Attorney Advising Disclaimer

FINRA permanently barred Kim Dee Isaacson (Morgan Stanley of Salt Lake City and Ameriprise Financial of Midvale, Utah) from the securities industry after finding that Isaacson engaged in fraudulent misrepresentations, omissions, and attempted to negotiate a settlement with an elderly customer in private so as to conceal the fraud. The order also refers to a product called "Petrobras" as well as a slew of mutual funds which Isaacson purportedly purchased and held even after receiving explicit instruction from the client to sell.

OHO Settlement Order #2014040199101

The decision to bar Isaacson (CRD #855618) follows a June complaint charging Isaacson with the aforementioned misconduct. At the time, FINRA wrote that Isaacson earned nearly $400,000 in commissions and advisory fees from the elderly customer's accounts worth approximately $27 million during the relevant period in which Isaacson committed the fraudulent misconduct.

In 2016, investor and spy author H. Keith Melton won a $3.6 million award against Isaacson's former firm, Morgan Stanley, after arbitrators found that Morgan Stanley failed to supervise Isaacson, who in turn lied to Melton about his account balances. The award included both fee disgorgement, as well as damages for account losses.

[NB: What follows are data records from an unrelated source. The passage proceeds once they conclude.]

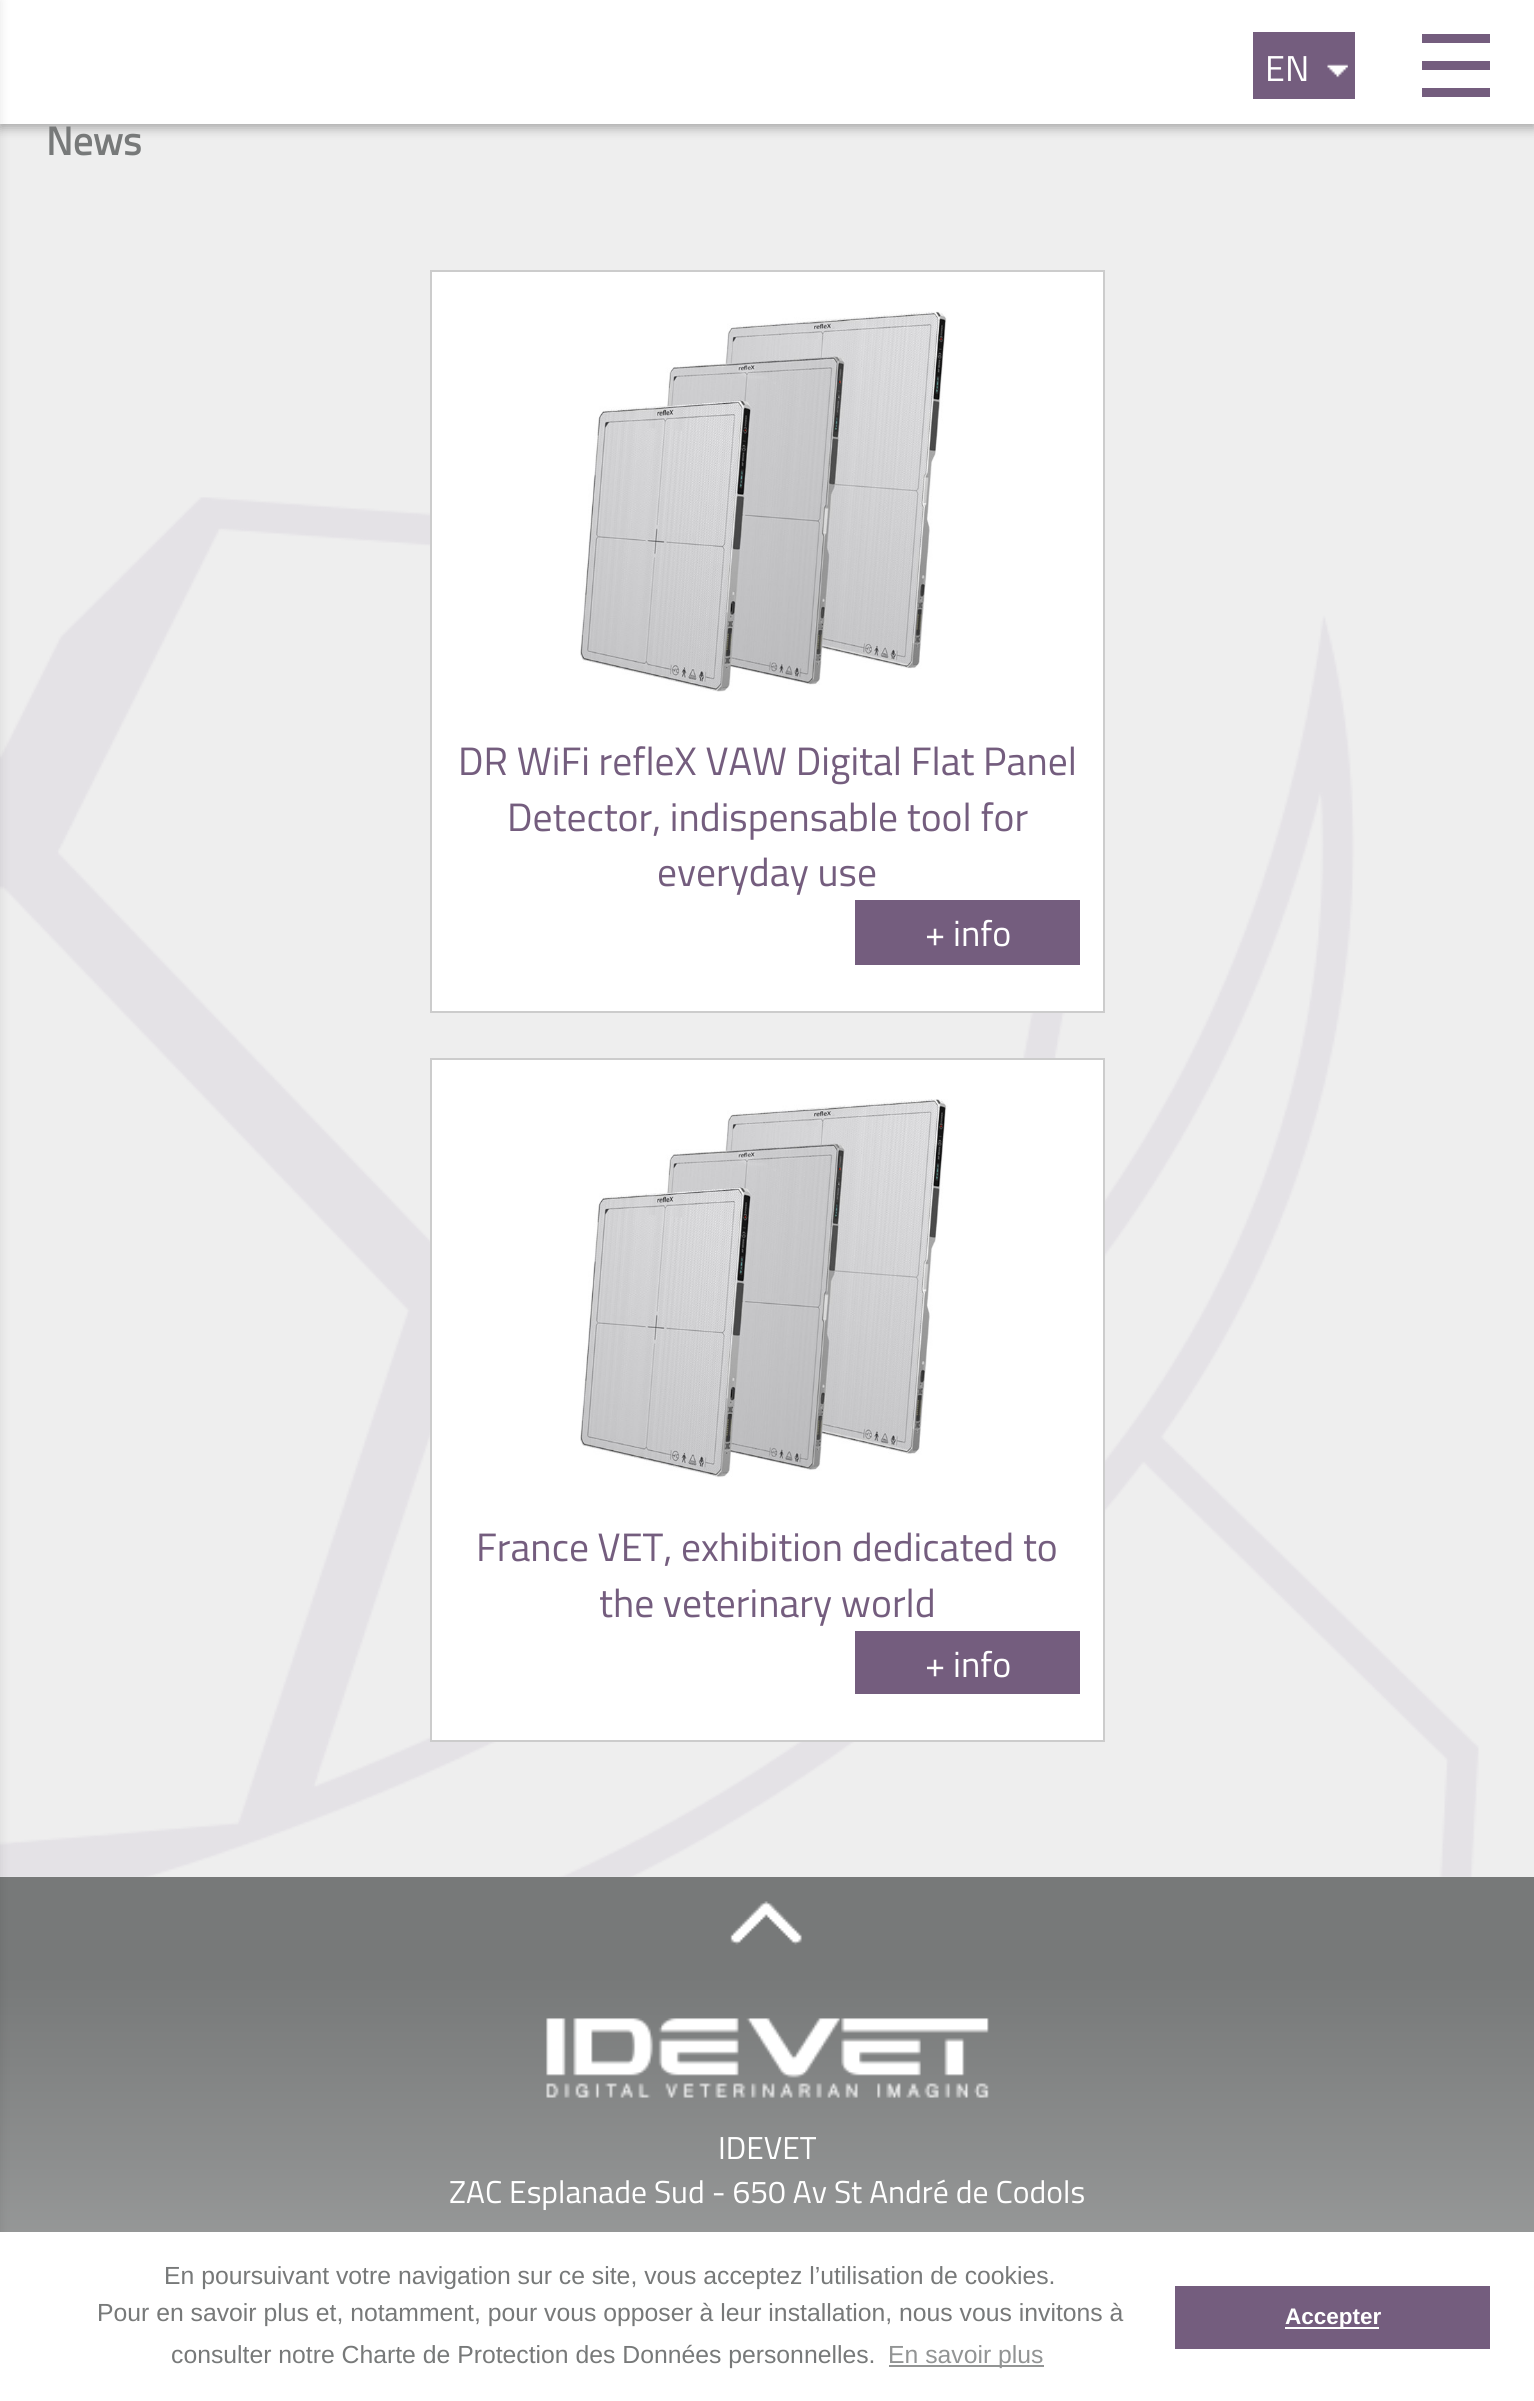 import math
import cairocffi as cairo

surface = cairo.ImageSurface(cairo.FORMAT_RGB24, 1534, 2401)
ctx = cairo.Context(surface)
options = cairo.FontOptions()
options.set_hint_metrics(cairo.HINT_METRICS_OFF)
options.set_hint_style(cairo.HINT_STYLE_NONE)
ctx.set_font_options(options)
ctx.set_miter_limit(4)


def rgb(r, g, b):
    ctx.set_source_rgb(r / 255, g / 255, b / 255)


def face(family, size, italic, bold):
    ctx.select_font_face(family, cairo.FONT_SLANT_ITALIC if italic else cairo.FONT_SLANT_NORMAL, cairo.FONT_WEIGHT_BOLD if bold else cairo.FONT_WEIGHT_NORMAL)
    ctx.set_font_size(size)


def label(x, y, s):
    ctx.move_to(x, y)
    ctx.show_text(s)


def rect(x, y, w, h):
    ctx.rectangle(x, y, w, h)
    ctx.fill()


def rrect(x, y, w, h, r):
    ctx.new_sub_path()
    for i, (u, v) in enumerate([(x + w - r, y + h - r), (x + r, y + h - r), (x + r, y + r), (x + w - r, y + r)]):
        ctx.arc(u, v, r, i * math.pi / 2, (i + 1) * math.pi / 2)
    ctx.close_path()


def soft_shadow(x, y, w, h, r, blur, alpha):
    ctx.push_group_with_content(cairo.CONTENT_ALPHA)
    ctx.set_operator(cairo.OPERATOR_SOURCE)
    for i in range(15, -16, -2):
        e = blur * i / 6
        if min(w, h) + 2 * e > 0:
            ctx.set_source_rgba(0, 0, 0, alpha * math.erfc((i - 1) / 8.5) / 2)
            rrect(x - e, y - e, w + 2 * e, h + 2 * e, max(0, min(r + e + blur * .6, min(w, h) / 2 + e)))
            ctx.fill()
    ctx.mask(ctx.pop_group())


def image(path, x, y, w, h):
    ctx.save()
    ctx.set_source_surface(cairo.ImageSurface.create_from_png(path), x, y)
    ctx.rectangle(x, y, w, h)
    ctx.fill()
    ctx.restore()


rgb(238, 238, 238)
ctx.paint()
rgb(0, 0, 0)
soft_shadow(0, 5, 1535, 123, 0, 5.5, 0.3)
rgb(255, 255, 255)
rect(0, 0, 1534, 124)
image('image1.png', 0, 497, 1479, 1380)
gradient = cairo.LinearGradient(767, 1877, 767, 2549)
gradient.add_color_stop_rgba(0.15, 0.467, 0.475, 0.475, 1)
gradient.add_color_stop_rgba(1, 0.733, 0.737, 0.737, 1)
ctx.set_source(gradient)
rect(0, 1877, 1534, 355)
rgb(0, 0, 0)
soft_shadow(-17, 0, 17, 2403, 0, 5.5, 0.1)
rgb(116, 93, 126)
rect(1422, 34, 68, 9)
rect(1422, 61, 68, 9)
rect(1422, 88, 68, 9)
rect(1253, 32, 102, 67)
face('Titillium Web', 36, 0, 0)
rgb(255, 255, 255)
label(1265, 81, 'EN')
image('image0.png', 1327, 64, 21, 14)
face('Titillium Web', 39.6, 0, 1)
rgb(119, 121, 121)
label(46, 155, 'News')
rgb(255, 255, 255)
ctx.rectangle(431, 271, 673, 741)
ctx.fill_preserve()
rgb(204, 204, 204)
ctx.stroke()
image('image2.png', 580, 311, 367, 381)
face('Titillium Web', 39.6, 0, 0)
rgb(116, 93, 126)
label(458, 775, 'DR WiFi refleX VAW Digital Flat Panel')
label(507, 831, 'Detector, indispensable tool for')
label(657, 886, 'everyday use')
rect(855, 900, 225, 65)
face('Titillium Web', 36, 0, 0)
rgb(255, 255, 255)
label(925, 946, '+ info')
ctx.rectangle(431, 1059, 673, 682)
ctx.fill_preserve()
rgb(204, 204, 204)
ctx.stroke()
image('image3.png', 580, 1099, 368, 379)
face('Titillium Web', 39.6, 0, 0)
rgb(116, 93, 126)
label(476, 1561, 'France VET, exhibition dedicated to')
label(599, 1617, 'the veterinary world')
rect(855, 1631, 225, 63)
face('Titillium Web', 36, 0, 0)
rgb(255, 255, 255)
label(925, 1677, '+ info')
image('image4.png', 730, 1901, 72, 44)
image('image5.png', 546, 2018, 443, 80)
face('Titillium Web', 31.7, 0, 0)
label(718, 2159, 'IDEVET')
label(449, 2203, 'ZAC Esplanade Sud - 650 Av St André de Codols')
rect(0, 2232, 1534, 169)
face('Liberation Sans', 24.75, 0, 0)
rgb(119, 121, 121)
label(164, 2284, 'En poursuivant votre navigation sur ce site, vous acceptez l’utilisation de cookies.')
label(97, 2321, 'Pour en savoir plus et, notamment, pour vous opposer à leur installation, nous vous invitons à')
label(171, 2363, 'consulter notre Charte de Protection des Données personnelles.')
rgb(146, 148, 148)
rect(889, 2365, 155, 2)
label(888, 2363, 'En savoir plus')
rgb(116, 93, 126)
rect(1175, 2286, 315, 63)
rgb(255, 255, 255)
rect(1285, 2327, 94, 2)
face('Liberation Sans', 22.5, 0, 1)
label(1285, 2324, 'Accepter')
surface.write_to_png('render.png')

The findings state that the now-71-year-old client, called "HM" in the OHO's report, preferred a "conservative-to-moderate" risk strategy with 20-year investment horizon, and that Isaacson devised an asset allocation plan, reassuring the senior investor that the deployed strategy was long-term and performing as expected.

Isaacson then effected 360 purchases and sales of securities including equities, bonds, unit investment trusts (UITs), futures, variable annuities (VAs), and mutual funds—without HM's authorization or consent.

When the elderly investor's accounts incurred a loss of $445,000 shortly after the inception of the allocation plan, Isaacson allegedly began providing HM with false and inflated account values during phone conversations in order to those losses.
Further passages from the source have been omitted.